----- Material provided -----
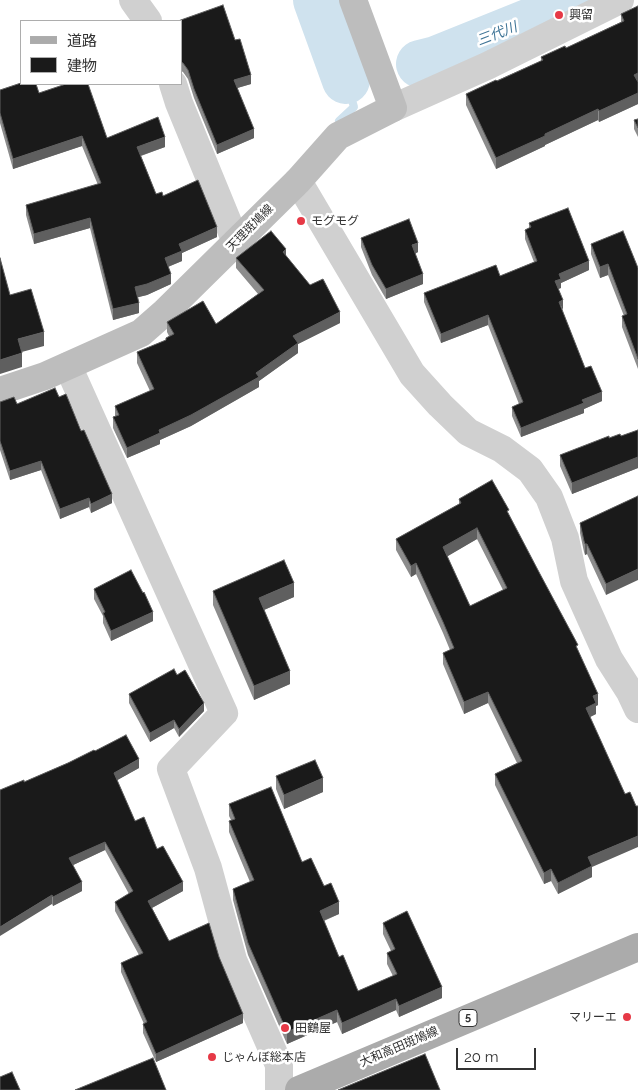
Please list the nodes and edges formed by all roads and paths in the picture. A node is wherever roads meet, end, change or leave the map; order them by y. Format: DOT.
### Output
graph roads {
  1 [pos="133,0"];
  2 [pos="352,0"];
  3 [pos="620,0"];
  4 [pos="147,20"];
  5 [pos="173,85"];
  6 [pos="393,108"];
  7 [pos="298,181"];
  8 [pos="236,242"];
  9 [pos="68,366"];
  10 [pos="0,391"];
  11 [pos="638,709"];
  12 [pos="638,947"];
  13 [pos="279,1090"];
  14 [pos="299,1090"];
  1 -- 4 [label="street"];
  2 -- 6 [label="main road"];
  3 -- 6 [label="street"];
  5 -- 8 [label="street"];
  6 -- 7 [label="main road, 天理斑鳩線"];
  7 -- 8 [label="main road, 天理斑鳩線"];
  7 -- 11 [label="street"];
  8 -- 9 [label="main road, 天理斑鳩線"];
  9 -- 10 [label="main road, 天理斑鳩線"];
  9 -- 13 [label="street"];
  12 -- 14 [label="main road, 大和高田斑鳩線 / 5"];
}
-----
=== Exercise goal ===
Please copy the entries in full. Leave each image out.

=== Response to this exercise ===
Please list the nodes and edges formed by all roads and paths in the picture. A node is wherever roads meet, end, change or leave the map; order them by y. Format: DOT.
### Output
graph roads {
  1 [pos="133,0"];
  2 [pos="352,0"];
  3 [pos="620,0"];
  4 [pos="147,20"];
  5 [pos="173,85"];
  6 [pos="393,108"];
  7 [pos="298,181"];
  8 [pos="236,242"];
  9 [pos="68,366"];
  10 [pos="0,391"];
  11 [pos="638,709"];
  12 [pos="638,947"];
  13 [pos="279,1090"];
  14 [pos="299,1090"];
  1 -- 4 [label="street"];
  2 -- 6 [label="main road"];
  3 -- 6 [label="street"];
  5 -- 8 [label="street"];
  6 -- 7 [label="main road, 天理斑鳩線"];
  7 -- 8 [label="main road, 天理斑鳩線"];
  7 -- 11 [label="street"];
  8 -- 9 [label="main road, 天理斑鳩線"];
  9 -- 10 [label="main road, 天理斑鳩線"];
  9 -- 13 [label="street"];
  12 -- 14 [label="main road, 大和高田斑鳩線 / 5"];
}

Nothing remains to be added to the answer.